Что он делает, что он делает?! Чтобы достигнуть полноты ощущения в зрительном зале, он скоро начнет впрыскивать запахи через спинки стульев, впускать дождь и ветер, щипать током, бить зрителей по голове — нет, добром это не кончится. Но если его прогонят, возьмет ли он меня на новое место — вот вопрос.
13 марта.
Вот те на! — она все же приехала. Катенька, жена дяди Филиппа. Ай да Катенька — прыткая дама. В два часа все у него прибрала, перетерла, сожгла мусор и, как она выразилась, ненужные бумаги — хорошо, что те папки я уже унес. Она, в общем-то, прибыла его хоронить, думала даже, что опоздает, но он, кажется, обманет ее и выздоровеет. Пока ее к нему не пускают, даже не сообщают о приезде — ох, уж эта мне психология. Он, может быть, от радости тут же и подскочил бы здоровый с постели. Впрочем, ерунда — главное, хорошо бы, чтоб он не умирал.
15 марта.
Все же очень плохо без денег.
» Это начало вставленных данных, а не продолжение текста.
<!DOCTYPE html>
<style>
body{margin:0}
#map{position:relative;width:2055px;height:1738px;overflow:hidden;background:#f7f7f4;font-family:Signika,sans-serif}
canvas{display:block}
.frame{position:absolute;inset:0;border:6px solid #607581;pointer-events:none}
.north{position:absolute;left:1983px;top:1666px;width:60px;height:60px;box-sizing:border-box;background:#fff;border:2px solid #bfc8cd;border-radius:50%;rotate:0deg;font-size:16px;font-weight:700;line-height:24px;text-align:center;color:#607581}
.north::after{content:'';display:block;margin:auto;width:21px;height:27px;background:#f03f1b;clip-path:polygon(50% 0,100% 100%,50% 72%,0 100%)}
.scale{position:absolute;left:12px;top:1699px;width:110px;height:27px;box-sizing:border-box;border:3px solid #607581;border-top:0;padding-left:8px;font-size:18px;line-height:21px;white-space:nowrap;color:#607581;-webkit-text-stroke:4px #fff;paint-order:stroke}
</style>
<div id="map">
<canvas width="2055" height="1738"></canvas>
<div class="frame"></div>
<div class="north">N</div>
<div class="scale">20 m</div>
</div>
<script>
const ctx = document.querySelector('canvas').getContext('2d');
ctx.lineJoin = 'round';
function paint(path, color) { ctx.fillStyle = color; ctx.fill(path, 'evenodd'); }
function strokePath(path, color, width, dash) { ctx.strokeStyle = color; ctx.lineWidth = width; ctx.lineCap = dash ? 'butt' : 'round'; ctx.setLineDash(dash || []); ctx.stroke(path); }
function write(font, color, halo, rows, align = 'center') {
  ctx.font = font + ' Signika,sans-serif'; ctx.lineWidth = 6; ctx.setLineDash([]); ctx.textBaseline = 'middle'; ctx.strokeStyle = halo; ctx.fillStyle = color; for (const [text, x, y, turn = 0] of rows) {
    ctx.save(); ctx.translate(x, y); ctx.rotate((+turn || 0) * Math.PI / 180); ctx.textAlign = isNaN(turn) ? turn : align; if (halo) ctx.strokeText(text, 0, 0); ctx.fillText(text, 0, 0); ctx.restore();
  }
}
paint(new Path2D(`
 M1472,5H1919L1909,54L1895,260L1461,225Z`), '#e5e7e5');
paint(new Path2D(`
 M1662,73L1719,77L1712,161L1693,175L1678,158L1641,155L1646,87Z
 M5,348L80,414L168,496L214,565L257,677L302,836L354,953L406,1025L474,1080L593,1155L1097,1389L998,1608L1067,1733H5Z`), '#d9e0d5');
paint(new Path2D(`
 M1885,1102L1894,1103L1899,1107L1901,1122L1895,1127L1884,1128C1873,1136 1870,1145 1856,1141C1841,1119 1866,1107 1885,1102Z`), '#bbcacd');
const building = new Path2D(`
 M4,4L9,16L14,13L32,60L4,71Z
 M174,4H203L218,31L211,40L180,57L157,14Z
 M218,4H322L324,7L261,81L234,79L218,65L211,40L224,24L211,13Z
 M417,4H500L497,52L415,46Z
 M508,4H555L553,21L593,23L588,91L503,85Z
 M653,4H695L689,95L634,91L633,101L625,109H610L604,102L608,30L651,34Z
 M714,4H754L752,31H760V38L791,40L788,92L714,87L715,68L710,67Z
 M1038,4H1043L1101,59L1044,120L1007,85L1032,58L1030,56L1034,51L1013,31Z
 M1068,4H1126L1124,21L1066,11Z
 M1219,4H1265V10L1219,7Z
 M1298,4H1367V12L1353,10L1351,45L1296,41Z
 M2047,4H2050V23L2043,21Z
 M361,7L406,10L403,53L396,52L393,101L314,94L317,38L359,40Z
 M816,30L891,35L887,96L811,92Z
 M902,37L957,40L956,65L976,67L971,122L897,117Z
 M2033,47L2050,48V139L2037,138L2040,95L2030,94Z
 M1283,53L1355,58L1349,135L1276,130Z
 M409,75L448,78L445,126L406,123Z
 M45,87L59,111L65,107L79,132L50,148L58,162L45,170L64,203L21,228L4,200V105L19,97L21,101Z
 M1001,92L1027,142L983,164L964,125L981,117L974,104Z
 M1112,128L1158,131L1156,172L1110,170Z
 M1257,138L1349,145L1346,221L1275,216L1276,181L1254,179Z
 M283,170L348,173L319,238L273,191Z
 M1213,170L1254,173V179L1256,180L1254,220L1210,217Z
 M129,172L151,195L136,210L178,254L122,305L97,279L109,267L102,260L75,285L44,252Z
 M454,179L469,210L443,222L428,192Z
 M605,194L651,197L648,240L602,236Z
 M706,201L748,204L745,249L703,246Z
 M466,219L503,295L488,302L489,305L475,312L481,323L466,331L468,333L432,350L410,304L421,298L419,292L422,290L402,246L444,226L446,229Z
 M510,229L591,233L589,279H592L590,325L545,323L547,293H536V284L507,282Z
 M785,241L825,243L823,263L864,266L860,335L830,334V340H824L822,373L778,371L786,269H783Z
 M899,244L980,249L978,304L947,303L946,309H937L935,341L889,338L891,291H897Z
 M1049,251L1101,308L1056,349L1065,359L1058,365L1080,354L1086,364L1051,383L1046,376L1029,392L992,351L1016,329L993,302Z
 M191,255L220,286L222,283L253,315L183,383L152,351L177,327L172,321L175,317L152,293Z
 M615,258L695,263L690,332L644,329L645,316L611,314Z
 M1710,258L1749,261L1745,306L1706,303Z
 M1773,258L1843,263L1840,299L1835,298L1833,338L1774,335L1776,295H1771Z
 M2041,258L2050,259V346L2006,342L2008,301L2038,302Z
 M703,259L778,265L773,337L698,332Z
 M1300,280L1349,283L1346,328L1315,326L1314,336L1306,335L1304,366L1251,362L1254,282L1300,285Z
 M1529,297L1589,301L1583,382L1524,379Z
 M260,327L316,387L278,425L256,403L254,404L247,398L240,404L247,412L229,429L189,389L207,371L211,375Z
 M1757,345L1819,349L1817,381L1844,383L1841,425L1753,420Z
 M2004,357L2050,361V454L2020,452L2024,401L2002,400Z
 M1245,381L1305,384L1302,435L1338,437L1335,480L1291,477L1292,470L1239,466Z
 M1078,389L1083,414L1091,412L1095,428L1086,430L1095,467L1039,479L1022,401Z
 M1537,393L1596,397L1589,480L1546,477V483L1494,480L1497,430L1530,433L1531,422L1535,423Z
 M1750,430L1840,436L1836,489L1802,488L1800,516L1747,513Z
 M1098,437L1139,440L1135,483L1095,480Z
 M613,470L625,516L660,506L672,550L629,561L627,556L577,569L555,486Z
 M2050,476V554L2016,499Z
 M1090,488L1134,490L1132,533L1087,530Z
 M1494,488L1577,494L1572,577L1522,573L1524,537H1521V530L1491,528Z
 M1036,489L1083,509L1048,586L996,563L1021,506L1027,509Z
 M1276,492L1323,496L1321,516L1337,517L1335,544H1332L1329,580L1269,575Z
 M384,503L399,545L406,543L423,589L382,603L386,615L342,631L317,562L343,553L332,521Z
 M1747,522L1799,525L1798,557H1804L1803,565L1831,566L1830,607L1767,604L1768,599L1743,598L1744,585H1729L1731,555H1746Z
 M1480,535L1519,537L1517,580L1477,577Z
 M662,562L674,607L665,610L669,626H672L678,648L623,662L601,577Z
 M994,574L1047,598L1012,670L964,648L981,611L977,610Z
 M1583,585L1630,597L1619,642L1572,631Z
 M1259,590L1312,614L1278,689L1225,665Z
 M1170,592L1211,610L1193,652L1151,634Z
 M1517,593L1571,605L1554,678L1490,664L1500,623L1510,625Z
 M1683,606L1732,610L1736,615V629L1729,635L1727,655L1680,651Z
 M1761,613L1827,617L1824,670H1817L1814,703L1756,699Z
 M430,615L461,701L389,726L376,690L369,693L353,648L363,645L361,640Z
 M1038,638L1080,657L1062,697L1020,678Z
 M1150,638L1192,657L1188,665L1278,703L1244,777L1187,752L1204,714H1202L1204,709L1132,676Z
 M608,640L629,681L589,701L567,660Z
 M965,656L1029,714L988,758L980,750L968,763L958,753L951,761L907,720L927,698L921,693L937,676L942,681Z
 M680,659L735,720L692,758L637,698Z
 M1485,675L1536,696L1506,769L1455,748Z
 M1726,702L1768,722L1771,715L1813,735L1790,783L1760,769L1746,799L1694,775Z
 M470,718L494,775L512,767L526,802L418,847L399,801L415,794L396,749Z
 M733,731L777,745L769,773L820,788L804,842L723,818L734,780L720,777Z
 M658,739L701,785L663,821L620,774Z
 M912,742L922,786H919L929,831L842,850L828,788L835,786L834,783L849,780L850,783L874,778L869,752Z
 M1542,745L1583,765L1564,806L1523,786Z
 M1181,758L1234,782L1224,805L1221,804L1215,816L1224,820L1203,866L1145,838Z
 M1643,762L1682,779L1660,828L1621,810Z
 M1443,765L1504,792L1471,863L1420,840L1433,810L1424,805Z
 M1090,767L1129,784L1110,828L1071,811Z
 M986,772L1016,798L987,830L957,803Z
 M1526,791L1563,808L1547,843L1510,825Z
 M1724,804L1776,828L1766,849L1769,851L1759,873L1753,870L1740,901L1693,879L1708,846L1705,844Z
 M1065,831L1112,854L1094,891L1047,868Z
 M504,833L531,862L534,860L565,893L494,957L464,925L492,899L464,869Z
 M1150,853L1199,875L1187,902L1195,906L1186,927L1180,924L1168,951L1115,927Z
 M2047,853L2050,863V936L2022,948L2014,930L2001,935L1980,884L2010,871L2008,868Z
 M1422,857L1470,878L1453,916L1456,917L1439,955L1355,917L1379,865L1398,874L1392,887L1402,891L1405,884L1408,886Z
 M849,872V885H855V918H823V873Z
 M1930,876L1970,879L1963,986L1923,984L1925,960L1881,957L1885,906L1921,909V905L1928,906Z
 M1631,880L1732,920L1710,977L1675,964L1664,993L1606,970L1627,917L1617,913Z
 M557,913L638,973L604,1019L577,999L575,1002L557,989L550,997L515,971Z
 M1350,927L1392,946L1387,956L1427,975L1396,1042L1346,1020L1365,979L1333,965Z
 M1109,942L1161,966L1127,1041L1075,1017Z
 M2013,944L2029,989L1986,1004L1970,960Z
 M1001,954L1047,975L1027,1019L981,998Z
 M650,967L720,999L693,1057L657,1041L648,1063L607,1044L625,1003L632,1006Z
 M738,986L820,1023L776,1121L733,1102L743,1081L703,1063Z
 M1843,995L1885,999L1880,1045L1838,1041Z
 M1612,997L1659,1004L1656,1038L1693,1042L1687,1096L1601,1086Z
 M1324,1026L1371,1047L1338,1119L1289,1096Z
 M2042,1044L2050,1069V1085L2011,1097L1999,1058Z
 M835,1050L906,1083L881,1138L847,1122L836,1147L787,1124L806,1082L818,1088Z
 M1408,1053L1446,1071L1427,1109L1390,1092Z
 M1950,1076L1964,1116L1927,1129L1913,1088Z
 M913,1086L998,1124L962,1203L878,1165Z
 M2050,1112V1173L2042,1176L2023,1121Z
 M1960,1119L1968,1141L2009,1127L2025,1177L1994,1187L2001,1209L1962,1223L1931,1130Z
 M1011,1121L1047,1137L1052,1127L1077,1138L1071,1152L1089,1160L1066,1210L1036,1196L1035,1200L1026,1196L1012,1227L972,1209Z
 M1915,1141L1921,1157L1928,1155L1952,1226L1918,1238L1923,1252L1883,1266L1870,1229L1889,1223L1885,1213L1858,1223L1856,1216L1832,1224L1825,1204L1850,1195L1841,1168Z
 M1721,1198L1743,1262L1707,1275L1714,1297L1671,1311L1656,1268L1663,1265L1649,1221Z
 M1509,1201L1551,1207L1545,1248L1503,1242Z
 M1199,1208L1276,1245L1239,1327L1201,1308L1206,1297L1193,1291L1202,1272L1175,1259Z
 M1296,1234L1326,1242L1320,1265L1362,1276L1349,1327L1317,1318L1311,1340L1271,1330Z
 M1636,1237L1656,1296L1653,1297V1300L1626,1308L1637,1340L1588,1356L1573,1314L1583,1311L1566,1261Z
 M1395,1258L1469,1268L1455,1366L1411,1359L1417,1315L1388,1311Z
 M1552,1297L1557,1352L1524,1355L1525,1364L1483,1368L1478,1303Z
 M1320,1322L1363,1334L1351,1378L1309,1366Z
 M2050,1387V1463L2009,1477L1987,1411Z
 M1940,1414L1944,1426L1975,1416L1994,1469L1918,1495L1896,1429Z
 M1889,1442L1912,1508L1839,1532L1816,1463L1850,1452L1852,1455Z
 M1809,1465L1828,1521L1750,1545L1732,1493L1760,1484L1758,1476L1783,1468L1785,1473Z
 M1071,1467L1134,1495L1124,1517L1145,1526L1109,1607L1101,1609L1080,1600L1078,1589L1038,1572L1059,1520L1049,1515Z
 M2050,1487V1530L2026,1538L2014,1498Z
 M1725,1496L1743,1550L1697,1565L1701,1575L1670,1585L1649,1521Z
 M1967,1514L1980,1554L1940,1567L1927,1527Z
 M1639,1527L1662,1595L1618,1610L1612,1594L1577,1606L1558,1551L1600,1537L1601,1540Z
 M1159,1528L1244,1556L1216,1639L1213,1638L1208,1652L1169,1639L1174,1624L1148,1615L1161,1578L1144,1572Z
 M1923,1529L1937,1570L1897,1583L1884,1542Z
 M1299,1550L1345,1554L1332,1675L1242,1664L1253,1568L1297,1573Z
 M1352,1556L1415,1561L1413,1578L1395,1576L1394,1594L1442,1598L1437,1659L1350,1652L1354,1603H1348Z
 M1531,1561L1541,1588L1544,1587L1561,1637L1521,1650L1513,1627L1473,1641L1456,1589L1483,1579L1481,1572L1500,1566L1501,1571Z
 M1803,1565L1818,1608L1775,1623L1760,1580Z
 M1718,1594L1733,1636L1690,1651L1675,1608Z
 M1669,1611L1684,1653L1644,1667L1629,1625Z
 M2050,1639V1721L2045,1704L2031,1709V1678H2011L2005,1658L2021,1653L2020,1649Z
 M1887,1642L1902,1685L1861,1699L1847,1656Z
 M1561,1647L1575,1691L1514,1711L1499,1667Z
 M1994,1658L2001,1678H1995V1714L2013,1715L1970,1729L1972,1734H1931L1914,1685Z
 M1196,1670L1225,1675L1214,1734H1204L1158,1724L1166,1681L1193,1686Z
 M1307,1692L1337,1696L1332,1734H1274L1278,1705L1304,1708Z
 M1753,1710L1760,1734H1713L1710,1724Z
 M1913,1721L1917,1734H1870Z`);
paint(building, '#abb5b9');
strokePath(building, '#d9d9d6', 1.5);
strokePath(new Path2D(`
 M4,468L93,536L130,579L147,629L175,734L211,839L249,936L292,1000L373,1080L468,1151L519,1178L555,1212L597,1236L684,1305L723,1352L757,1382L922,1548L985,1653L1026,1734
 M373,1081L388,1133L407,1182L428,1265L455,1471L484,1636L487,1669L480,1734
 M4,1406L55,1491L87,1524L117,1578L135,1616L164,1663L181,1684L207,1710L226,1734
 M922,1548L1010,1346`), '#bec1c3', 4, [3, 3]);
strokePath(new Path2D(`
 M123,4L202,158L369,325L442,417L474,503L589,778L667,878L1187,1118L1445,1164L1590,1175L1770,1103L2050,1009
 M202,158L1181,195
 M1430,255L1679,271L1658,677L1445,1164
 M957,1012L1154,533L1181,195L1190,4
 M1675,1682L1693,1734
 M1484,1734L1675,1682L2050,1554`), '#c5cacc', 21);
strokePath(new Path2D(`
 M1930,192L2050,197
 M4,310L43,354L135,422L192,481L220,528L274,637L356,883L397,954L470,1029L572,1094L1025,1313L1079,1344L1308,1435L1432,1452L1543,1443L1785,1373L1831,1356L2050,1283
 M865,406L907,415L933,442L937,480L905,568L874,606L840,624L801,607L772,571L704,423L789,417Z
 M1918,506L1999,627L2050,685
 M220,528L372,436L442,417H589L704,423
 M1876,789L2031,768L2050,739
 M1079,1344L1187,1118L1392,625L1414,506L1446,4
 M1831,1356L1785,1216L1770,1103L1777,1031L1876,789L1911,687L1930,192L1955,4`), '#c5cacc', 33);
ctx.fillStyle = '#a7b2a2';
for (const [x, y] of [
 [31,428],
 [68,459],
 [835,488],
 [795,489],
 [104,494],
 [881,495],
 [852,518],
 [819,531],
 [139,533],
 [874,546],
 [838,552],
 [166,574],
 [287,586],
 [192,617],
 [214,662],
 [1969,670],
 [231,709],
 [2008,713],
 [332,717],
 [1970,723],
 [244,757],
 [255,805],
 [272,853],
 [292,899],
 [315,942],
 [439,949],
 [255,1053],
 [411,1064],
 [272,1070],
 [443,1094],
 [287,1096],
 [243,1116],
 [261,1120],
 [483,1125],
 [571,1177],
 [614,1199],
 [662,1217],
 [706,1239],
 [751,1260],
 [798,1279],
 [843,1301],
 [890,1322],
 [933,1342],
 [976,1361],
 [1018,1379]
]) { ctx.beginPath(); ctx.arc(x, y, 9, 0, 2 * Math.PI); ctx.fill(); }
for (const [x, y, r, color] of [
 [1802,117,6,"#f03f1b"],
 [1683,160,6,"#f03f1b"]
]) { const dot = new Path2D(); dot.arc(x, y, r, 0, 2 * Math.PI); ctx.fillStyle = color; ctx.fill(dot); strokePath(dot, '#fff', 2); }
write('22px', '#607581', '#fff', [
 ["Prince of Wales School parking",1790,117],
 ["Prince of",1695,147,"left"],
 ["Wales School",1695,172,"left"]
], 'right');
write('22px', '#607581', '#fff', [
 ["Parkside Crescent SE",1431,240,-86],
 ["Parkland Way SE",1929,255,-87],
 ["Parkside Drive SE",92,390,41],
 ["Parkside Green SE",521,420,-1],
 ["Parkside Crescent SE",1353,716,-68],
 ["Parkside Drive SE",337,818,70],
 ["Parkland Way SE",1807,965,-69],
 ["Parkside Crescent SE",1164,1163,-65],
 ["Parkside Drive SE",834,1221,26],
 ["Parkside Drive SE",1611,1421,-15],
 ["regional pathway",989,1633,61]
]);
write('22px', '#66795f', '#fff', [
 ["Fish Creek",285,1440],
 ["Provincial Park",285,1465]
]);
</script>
А были бы деньги — тогда совсем другое дело.
16 марта.
Л. П., страх, боль страха.
18 марта.
Салевич сказал, что на лето прогонит меня поступать в институт и без института обратно не примет. Сдается мне, что не только на лето. Кажется, я ему надоел ужасно, кончилась моя карьера. Хотя неизвестно еще, удержится ли он сам после того, что мы покажем. Эта пальба на сцене, эти прыжки в зал и обратно, эти прожектора прямо зрителям в лицо — кошмар, наваждение! Нас просто побьют, побьют, не дожидаясь занавеса.